Beneath a light bright enough to dispel shadows and sharp enough to illuminate the truth, I begin laying out my materials, organizing them into piles. Then I turn on my laptop and search the Web.
It doesn’t take long to identify the core problem.
All I know about my dream life is that it took place in a rainforest in Washington State. According to a Googled statistic, the Olympic National Forest is roughly the size of Massachusetts.
And I am trying to find one—imaginary—lakeside town that probably has a population of less than one thousand people.
Oh, and let’s not forget that I don’t know the name of the town, or the lake, or Daniel and Bobby’s last name.
A woman less impressionable might say that if fate exists, it doesn’t want me to find my way back.
Still, I trudge ahead, unwilling—unable, maybe—to give up. I make my own map, underline possible towns and lakes and call information for each city I can find. There is no listing for a Comfort Fishing Lodge. Then I call realtors. There are two fishing lodges for sale in the area; I’ve gotten e-mail photos of both. Neither is the one I remember.

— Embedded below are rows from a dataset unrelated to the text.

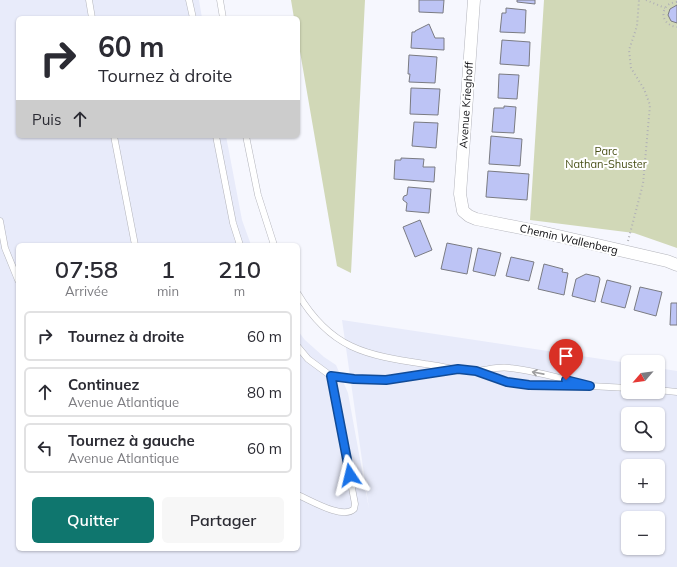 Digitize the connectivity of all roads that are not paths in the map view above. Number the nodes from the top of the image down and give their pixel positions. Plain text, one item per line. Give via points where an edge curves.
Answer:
1 (88, 0) edge
2 (190, 0) edge
3 (220, 0) edge
4 (474, 0) edge
5 (92, 16) edge
6 (193, 16) edge
7 (224, 16) edge
8 (114, 138) edge
9 (216, 138) edge
10 (246, 138) edge
11 (463, 211) joint
12 (0, 221) edge
13 (135, 243) edge
14 (239, 243) edge
15 (273, 243) edge
16 (677, 265) edge
17 (16, 275) edge
18 (300, 297) edge
19 (300, 349) edge
20 (458, 369) junction
21 (476, 371) junction
22 (331, 376) junction
23 (590, 386) junction
24 (621, 388) edge
25 (665, 391) edge
26 (677, 392) edge
27 (300, 496) edge

1 - 5 lane
2 - 6 lane
3 - 7 lane
4 - 11 street, Avenue Krieghoff via 460,194
8 - 13 lane
9 - 14 lane
10 - 15 lane via 258,195
11 - 16 street, Chemin Wallenberg via 476,219
12 - 17 lane via 5,248
18 - 20 lane via 316,320 344,344 397,360
19 - 22 lane
20 - 21 lane
20 - 22 lane via 386,380
21 - 23 lane via 507,382 529,385
23 -> 21 lane via 508,368
22 - 27 lane via 355,506 352,512 341,513
23 - 24 lane
25 - 26 lane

Finally, nearly eight hours after I begin my search, I shut my laptop and lay my head on top of it, closing my eyes. By now, the walls of my living room are studded with pieces of paper—maps, photographs, articles. The place looks like a task force command center.
And none of it helps.
I don’t know exactly how long I remain there. At some point, I hear a car drive up.
I glance up, and see Stacey’s van pull into the driveway.
I grab my crutches and head for the entry.
At her first knock, I open the door.
She is on my porch, holding a casserole pan in gloved hands.
It’s Mom’s chicken divan recipe. Chicken, cheese, mayonnaise, and broccoli. “I guess you forgot about them restarting my heart.”
Stacey pales. “Oh. I didn’t . . .”
“I’m just kidding. It looks great. Thanks.” I wobble around and make my way back to the living room.
Stacey veers into the kitchen, probably puts the casserole in the oven, and then joins me. In the living room, she comes to a dead stop. Her gaze moves from wall to wall, where papers hang in grape-like bunches.